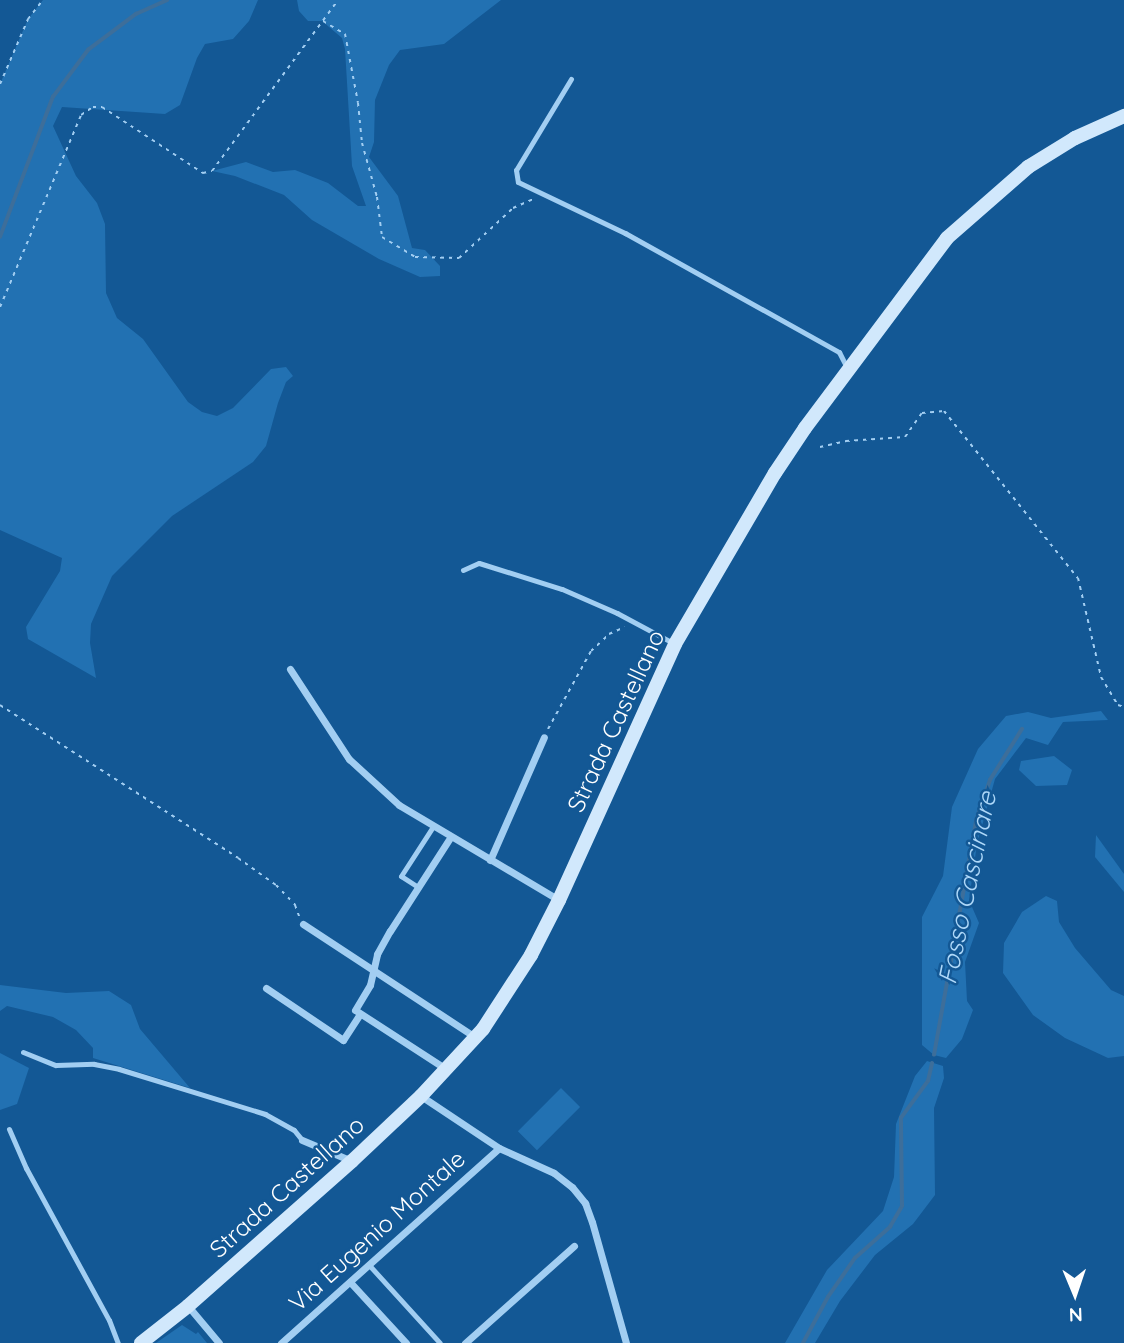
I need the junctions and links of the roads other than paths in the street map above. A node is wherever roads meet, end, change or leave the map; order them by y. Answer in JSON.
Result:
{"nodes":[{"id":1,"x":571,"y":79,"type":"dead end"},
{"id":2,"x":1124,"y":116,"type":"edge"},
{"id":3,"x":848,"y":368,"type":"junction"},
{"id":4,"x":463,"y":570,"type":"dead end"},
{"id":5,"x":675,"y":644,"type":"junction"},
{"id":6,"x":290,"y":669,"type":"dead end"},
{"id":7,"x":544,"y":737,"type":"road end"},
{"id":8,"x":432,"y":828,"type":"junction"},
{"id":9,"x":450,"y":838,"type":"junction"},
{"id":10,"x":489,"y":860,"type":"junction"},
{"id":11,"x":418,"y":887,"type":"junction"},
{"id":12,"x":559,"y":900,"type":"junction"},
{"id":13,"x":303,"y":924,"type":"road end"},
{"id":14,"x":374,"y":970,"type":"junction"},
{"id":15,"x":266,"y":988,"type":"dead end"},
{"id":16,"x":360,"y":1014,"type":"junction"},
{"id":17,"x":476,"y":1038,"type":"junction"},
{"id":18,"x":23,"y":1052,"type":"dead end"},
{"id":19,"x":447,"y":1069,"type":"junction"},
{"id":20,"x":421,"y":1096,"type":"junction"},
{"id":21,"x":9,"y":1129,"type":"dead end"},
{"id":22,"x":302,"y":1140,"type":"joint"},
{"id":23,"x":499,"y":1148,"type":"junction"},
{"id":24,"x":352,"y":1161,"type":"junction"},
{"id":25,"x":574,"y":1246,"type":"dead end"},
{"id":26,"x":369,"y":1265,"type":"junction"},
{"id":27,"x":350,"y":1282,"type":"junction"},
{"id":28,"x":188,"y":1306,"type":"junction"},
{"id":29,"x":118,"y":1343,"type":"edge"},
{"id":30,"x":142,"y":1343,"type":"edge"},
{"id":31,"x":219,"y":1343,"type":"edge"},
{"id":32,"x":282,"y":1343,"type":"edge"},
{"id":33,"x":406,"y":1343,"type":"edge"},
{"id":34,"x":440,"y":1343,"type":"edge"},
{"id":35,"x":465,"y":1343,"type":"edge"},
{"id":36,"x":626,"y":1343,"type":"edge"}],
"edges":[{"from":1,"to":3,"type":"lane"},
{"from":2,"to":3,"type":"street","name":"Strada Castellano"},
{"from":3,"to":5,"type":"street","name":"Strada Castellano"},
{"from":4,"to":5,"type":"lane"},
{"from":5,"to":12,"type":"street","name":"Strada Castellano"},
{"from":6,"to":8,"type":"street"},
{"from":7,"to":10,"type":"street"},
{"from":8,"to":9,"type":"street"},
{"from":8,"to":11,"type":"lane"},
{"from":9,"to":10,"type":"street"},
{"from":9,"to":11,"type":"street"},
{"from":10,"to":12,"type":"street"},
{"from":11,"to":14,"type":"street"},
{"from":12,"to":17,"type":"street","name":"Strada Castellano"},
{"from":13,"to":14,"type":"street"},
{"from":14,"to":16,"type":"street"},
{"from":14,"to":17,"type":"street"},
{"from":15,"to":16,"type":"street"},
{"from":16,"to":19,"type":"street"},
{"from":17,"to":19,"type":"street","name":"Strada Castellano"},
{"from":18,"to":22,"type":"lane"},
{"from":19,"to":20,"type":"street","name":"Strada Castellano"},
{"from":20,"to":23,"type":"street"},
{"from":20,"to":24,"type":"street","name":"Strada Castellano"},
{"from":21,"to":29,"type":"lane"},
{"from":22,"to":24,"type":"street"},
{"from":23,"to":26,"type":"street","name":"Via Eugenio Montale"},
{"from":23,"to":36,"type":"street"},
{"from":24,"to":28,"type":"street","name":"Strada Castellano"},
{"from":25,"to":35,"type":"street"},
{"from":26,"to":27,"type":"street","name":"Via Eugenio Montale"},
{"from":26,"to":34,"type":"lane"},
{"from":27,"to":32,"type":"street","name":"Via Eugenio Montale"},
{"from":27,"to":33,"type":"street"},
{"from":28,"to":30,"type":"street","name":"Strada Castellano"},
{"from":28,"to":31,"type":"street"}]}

# Task to carry out
If a line of the entries holds the word "Montale", copy it out.

# Exercise response
{"from":23,"to":26,"type":"street","name":"Via Eugenio Montale"},
{"from":26,"to":27,"type":"street","name":"Via Eugenio Montale"},
{"from":27,"to":32,"type":"street","name":"Via Eugenio Montale"},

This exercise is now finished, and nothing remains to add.